Wednesday, 3 May 2006  |  David Faure

Since my previous machine heated too much and crashed all the time, my employer (KDAB) got me a new HP Pavillion t3350 machine, with a dual-core Athlon 64 X2 (M) 3800+ 2.0 GHz CPU - very nice :)

The support for the ATI Radeon Xpress 200 chipset (and the SATA harddisk, apparently) is a bit new in Linux - the last version of Mandriva didn't really have a recent-enough kernel for it (although it had some backported patches it seems)... I didn't get it to work. So I decided it was time to try another distro - for the first time in my life, being loyal to my former employer up to now :) - and this is how I installed KUbuntu 6.06 beta2.

The installation went fine and the system booted nicely (for a change Smiling, thanks to the 2.6.15 kernel handling SATA just fine. X didn't start up, probably because the driver for the video card (ATI Radeon X1300 Pro) was set to "ati" in /etc/x11/xorg.conf (but this is a too recent ATI card it seems...). X -configure selected "vga", worked but with a horrible resolution obviously. Manually setting it to "vesa" got me a bit further, but after that I downloaded the binary drivers from ATI. Of course they are for xorg-6.9 and kunbuntu has 7.0 now, so export X_VERSION=x690_64a was necessary, but after that the driver could install itself - and after some setup (/usr/X11R6/lib in /etc/ld.so.conf, apt-get install libstdc++5, moving the ati files around), the driver worked fine. Oh I also had to tweak xorg.conf as indicated on this blog to avoid a crash. Somehow this is all much more fiddling than most people expect, I hope the next version of things will support this rather new hardware better out of the box.

Impressive choice of resolutions now, especially after copying the HorizSync, VertRefresh and DisplaySize values from my former configuration of the Monitor in Mandriva - where I think I was able to select the exact monitor type in a list. So after all this - and after discovering a bad RAM module in memtest, which explained the occasional lockups - the system finally works!

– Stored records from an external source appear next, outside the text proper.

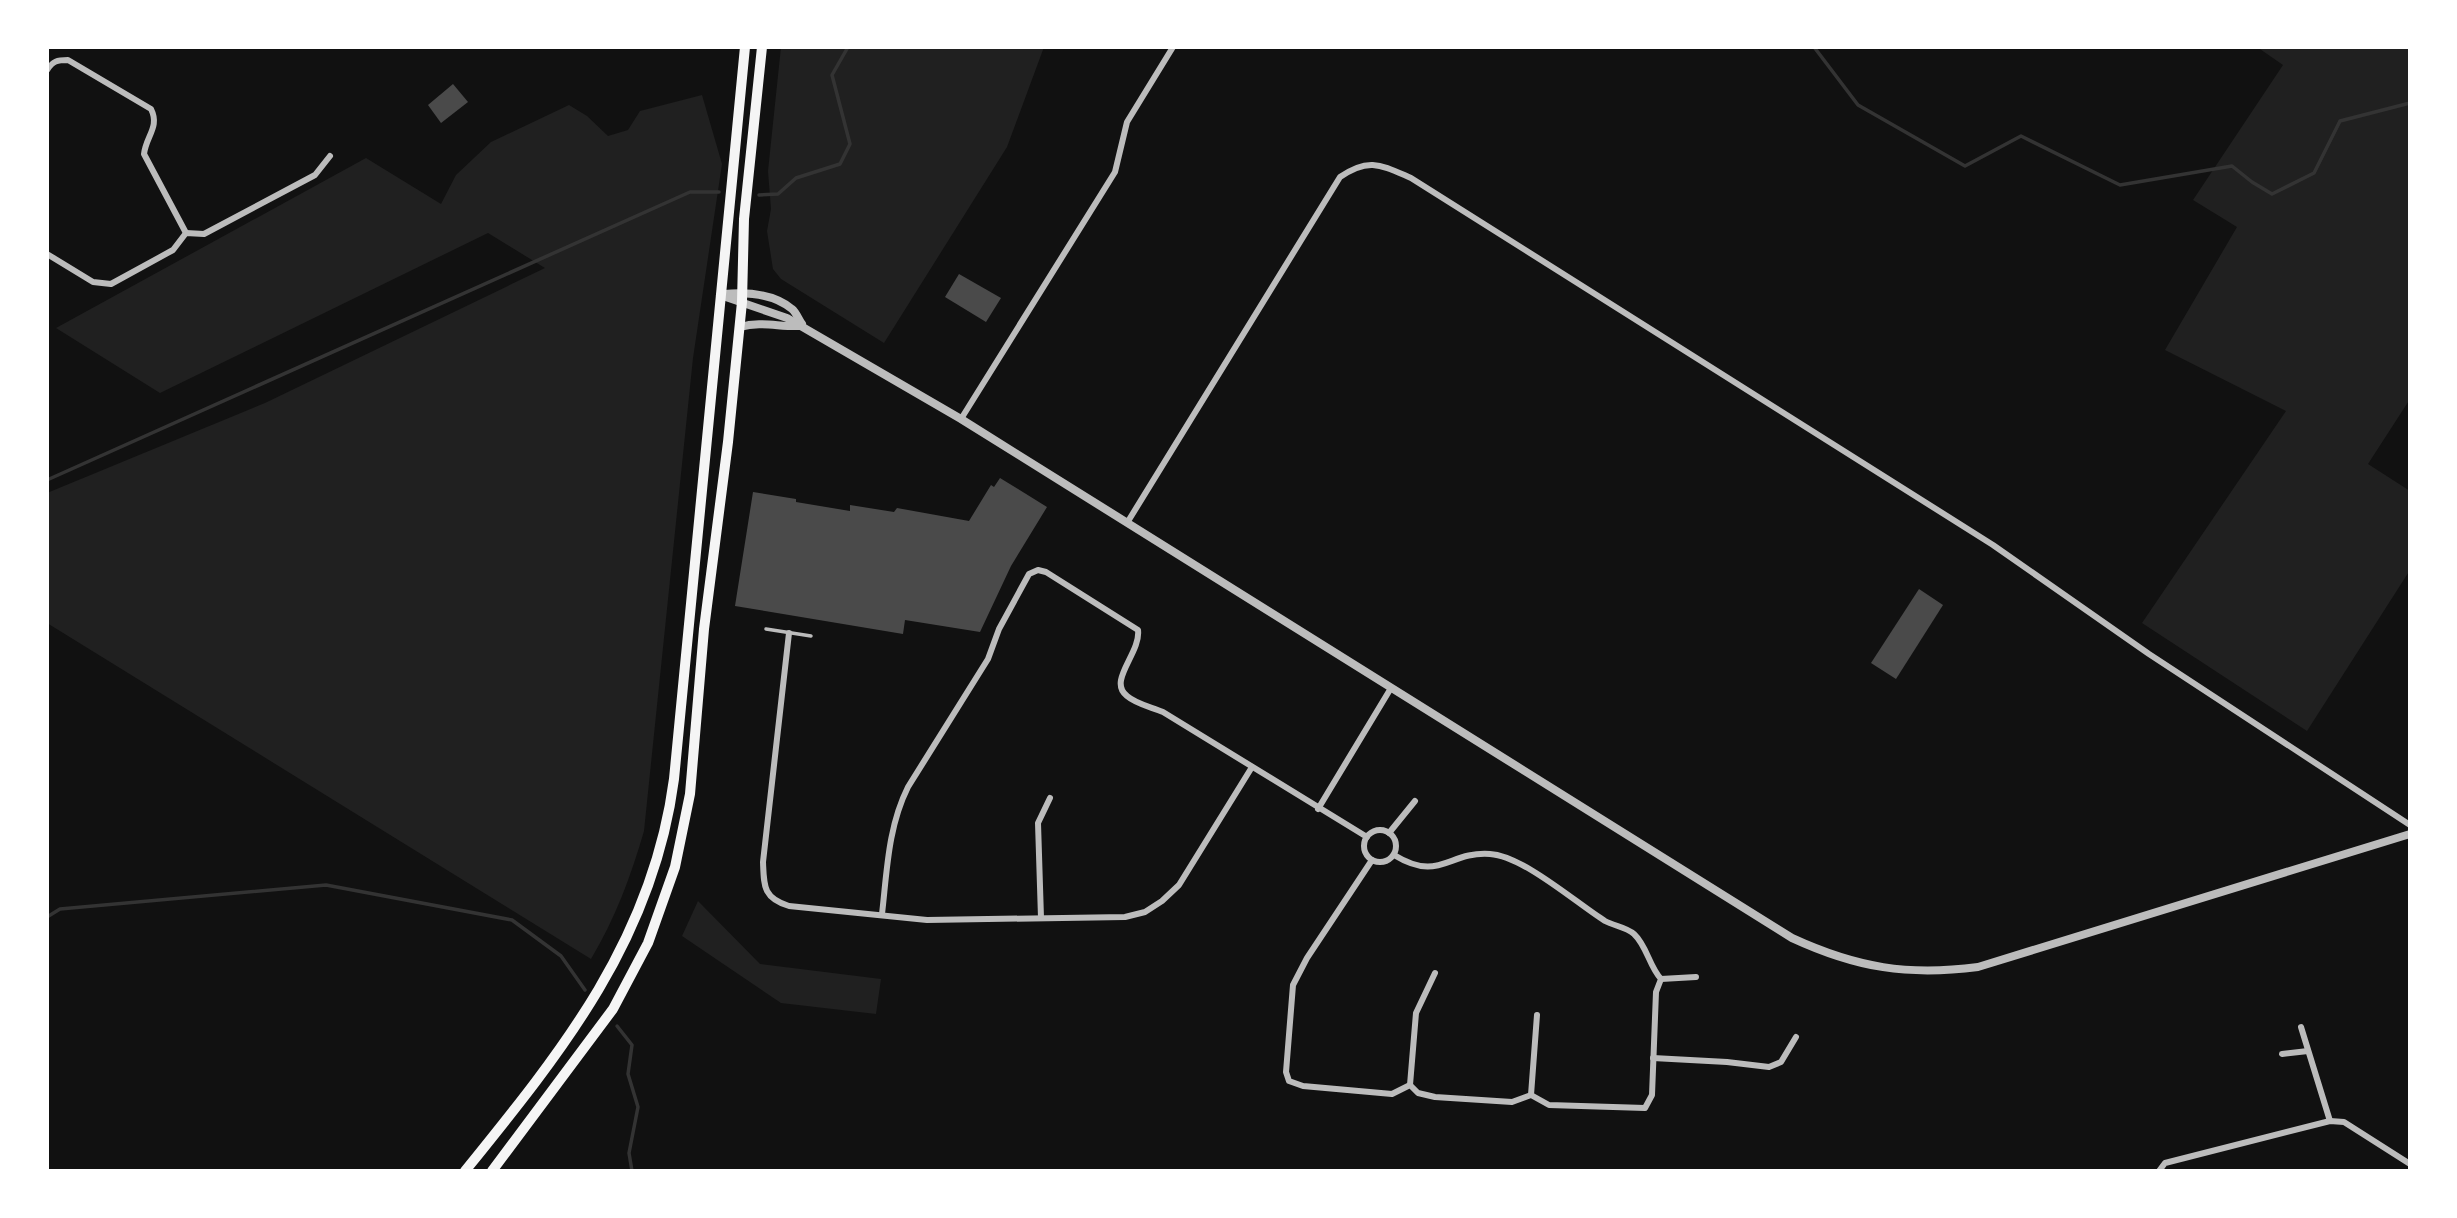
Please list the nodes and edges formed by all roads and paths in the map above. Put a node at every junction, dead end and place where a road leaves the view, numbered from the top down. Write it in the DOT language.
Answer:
graph roads {
  1 [pos="745,47"];
  2 [pos="762,47"];
  3 [pos="1173,47"];
  4 [pos="47,71"];
  5 [pos="330,156"];
  6 [pos="186,233"];
  7 [pos="47,254"];
  8 [pos="720,295"];
  9 [pos="742,297"];
  10 [pos="803,326"];
  11 [pos="740,327"];
  12 [pos="961,419"];
  13 [pos="1127,523"];
  14 [pos="766,629"];
  15 [pos="789,633"];
  16 [pos="811,636"];
  17 [pos="1391,688"];
  18 [pos="1252,767"];
  19 [pos="1050,798"];
  20 [pos="1415,801"];
  21 [pos="1318,809"];
  22 [pos="2410,825"];
  23 [pos="1389,833"];
  24 [pos="2410,834"];
  25 [pos="1367,837"];
  26 [pos="1394,855"];
  27 [pos="1372,860"];
  28 [pos="882,914"];
  29 [pos="1041,918"];
  30 [pos="1435,973"];
  31 [pos="1696,977"];
  32 [pos="1661,979"];
  33 [pos="1536,1015"];
  34 [pos="2301,1027"];
  35 [pos="1796,1037"];
  36 [pos="2308,1051"];
  37 [pos="2282,1054"];
  38 [pos="1653,1058"];
  39 [pos="1410,1085"];
  40 [pos="1531,1095"];
  41 [pos="2330,1121"];
  42 [pos="2410,1164"];
  43 [pos="465,1171"];
  44 [pos="492,1171"];
  45 [pos="2159,1171"];
  1 -- 8 [label="main road"];
  2 -- 9 [label="main road"];
  3 -- 12 [label="street"];
  4 -- 6 [label="street"];
  5 -- 6 [label="street"];
  6 -- 7 [label="street"];
  8 -- 9 [label="street"];
  8 -- 43 [label="main road"];
  9 -- 10 [label="street"];
  9 -- 11 [label="main road"];
  10 -- 11 [label="street"];
  10 -- 12 [label="street"];
  11 -- 44 [label="main road"];
  12 -- 13 [label="street"];
  13 -- 17 [label="street"];
  13 -- 22 [label="street"];
  14 -- 15 [label="lane"];
  15 -- 16 [label="lane"];
  15 -- 28 [label="street"];
  17 -- 21 [label="street"];
  17 -- 24 [label="street"];
  18 -- 21 [label="street"];
  18 -- 28 [label="street"];
  18 -- 29 [label="street"];
  19 -- 29 [label="street"];
  20 -- 23 [label="street"];
  21 -- 25 [label="street"];
  23 -- 25 [label="street"];
  23 -- 26 [label="street"];
  25 -- 27 [label="street"];
  26 -- 27 [label="street"];
  26 -- 32 [label="street"];
  27 -- 39 [label="street"];
  28 -- 29 [label="street"];
  30 -- 39 [label="street"];
  31 -- 32 [label="street"];
  32 -- 38 [label="street"];
  33 -- 40 [label="street"];
  34 -- 36 [label="street"];
  35 -- 38 [label="street"];
  36 -- 37 [label="street"];
  36 -- 41 [label="street"];
  38 -- 40 [label="street"];
  39 -- 40 [label="street"];
  41 -- 42 [label="street"];
  41 -- 45 [label="street"];
}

I'm learning the debian commands for administration (apt-get, dpkg-query etc.) and I keep stumbling on things that are not installed by default (devel libs of course, but also essential things like gcc or openntpd). In both Mandriva and Kubuntu, I'm really missing a "install me all the devel libs for all the libs I have installed" command... Instead I have to keep hitting missing devel libs, and installing them one by one, but of course I keep a list of all the devel libs I needed for kde, for any version of Mandriva or now Kubuntu that I installed. Next time (new machine or reinstall of linux) it's just a matter of urpmi cat thelist or apt-get install cat thelist...

Well - back to KDE hacking, on that fast machine :)

I just wish the "Install Bitmap [font]" thing in konsole worked, somehow it fails with a strange "Could not install console8x16.pcf.gz into fonts:/Personal". Ah well, I guess I'll need to compile kde3 on that machine, not just kde4 :)

PS: first blog!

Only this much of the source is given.